What you should do
Among the entries that follow, the required portion opens with the line containing "wrist: (478, 501)" and closes with the line containing "ring mcp: (497, 421)". Give that portion again exactly, and nothing else.

Records
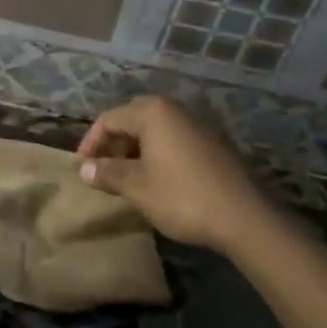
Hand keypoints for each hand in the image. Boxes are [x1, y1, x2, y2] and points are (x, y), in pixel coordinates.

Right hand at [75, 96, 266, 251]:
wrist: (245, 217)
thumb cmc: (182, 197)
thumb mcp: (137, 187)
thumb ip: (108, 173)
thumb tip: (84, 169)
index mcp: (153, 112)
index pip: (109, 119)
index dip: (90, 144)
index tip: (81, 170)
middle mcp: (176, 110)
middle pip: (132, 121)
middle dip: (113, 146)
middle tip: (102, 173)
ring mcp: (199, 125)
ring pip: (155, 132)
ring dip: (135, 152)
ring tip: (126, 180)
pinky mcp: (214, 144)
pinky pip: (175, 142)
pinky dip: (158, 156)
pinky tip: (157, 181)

* * *

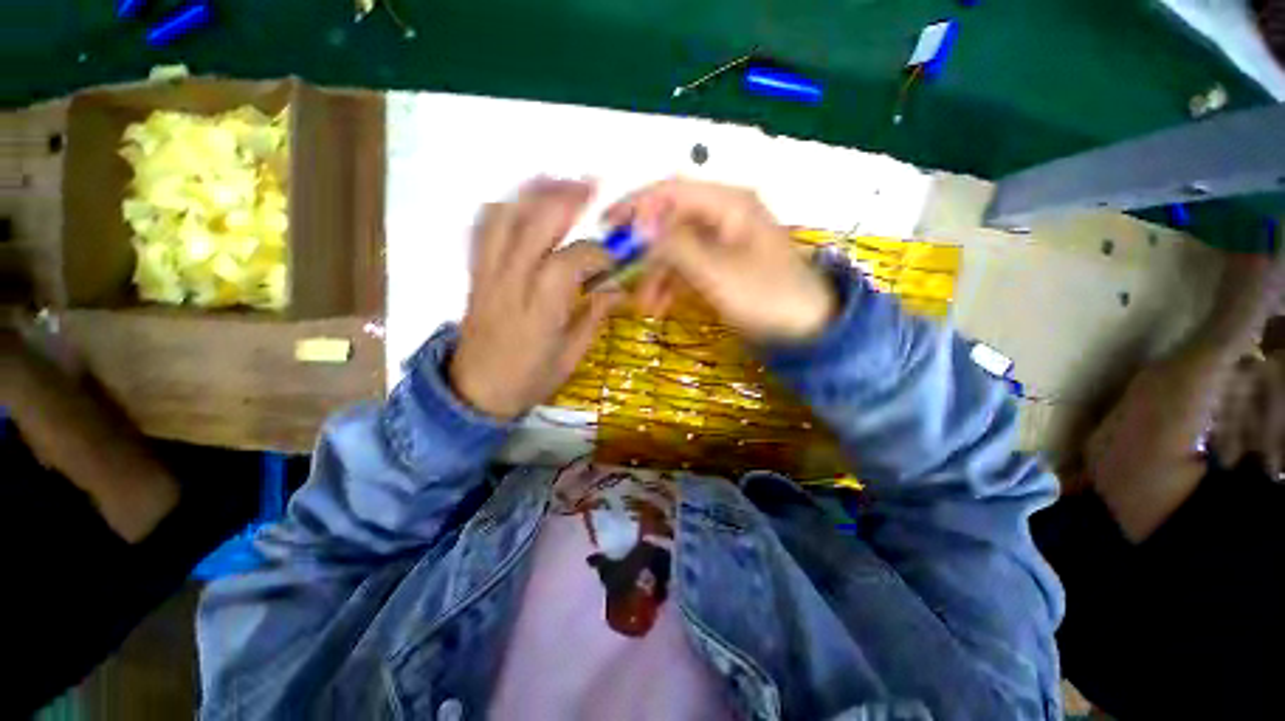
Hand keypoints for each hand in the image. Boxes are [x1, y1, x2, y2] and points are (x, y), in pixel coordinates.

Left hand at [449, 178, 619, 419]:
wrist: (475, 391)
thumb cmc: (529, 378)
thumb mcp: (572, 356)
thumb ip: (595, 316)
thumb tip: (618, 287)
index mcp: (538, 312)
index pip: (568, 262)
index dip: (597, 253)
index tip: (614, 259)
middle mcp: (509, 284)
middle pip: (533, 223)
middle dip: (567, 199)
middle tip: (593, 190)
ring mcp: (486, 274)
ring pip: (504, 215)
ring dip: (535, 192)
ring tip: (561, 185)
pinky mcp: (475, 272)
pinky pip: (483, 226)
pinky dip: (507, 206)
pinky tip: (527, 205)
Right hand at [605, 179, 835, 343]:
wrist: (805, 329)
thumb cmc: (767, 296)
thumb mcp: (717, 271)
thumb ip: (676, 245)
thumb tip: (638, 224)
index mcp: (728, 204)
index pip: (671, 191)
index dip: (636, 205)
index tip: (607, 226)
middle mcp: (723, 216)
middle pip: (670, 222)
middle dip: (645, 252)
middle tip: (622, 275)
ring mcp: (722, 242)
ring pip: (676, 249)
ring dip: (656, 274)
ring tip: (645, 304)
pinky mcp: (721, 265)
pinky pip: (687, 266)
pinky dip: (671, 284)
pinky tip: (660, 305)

* * *

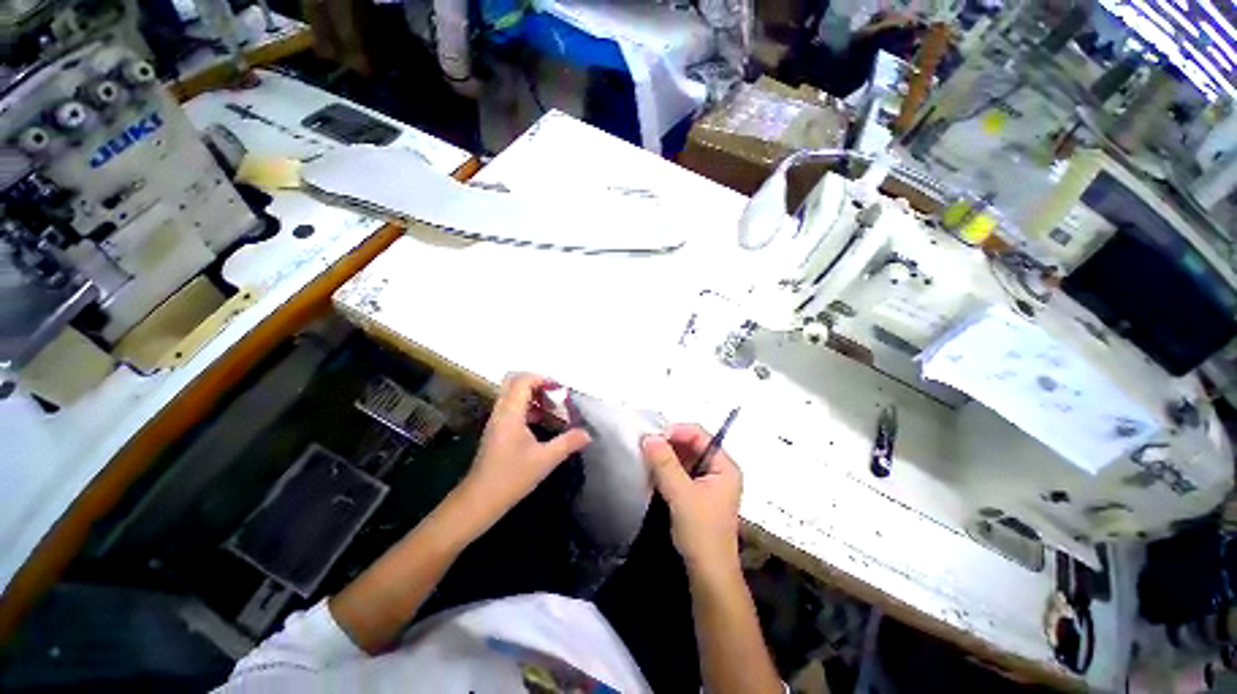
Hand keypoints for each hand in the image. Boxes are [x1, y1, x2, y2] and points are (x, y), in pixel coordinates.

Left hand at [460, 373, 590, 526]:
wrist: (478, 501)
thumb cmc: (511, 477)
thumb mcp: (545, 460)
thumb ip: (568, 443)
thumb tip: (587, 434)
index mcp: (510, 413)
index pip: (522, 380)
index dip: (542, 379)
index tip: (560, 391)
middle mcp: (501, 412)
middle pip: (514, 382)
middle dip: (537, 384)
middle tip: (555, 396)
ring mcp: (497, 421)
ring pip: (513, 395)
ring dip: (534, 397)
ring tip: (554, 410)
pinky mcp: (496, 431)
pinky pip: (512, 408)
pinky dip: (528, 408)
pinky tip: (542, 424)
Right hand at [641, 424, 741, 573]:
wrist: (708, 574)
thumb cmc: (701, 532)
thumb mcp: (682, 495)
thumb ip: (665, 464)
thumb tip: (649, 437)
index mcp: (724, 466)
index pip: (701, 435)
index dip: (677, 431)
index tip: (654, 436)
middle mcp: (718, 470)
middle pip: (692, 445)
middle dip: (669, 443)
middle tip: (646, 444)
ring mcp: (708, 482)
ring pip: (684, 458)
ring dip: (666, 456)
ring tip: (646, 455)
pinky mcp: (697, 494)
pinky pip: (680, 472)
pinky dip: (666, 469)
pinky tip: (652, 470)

Task answer
wrist: (478, 501)
thumb cmc: (511, 477)
thumb mcp: (545, 460)
thumb ip: (568, 443)
thumb tip: (587, 434)
index mcp: (510, 413)
index pip: (522, 380)
index dip: (542, 379)
index tip: (560, 391)
middle mcp: (501, 412)
middle pip: (514, 382)
middle dip: (537, 384)
middle tip: (555, 396)
ring mcp: (497, 421)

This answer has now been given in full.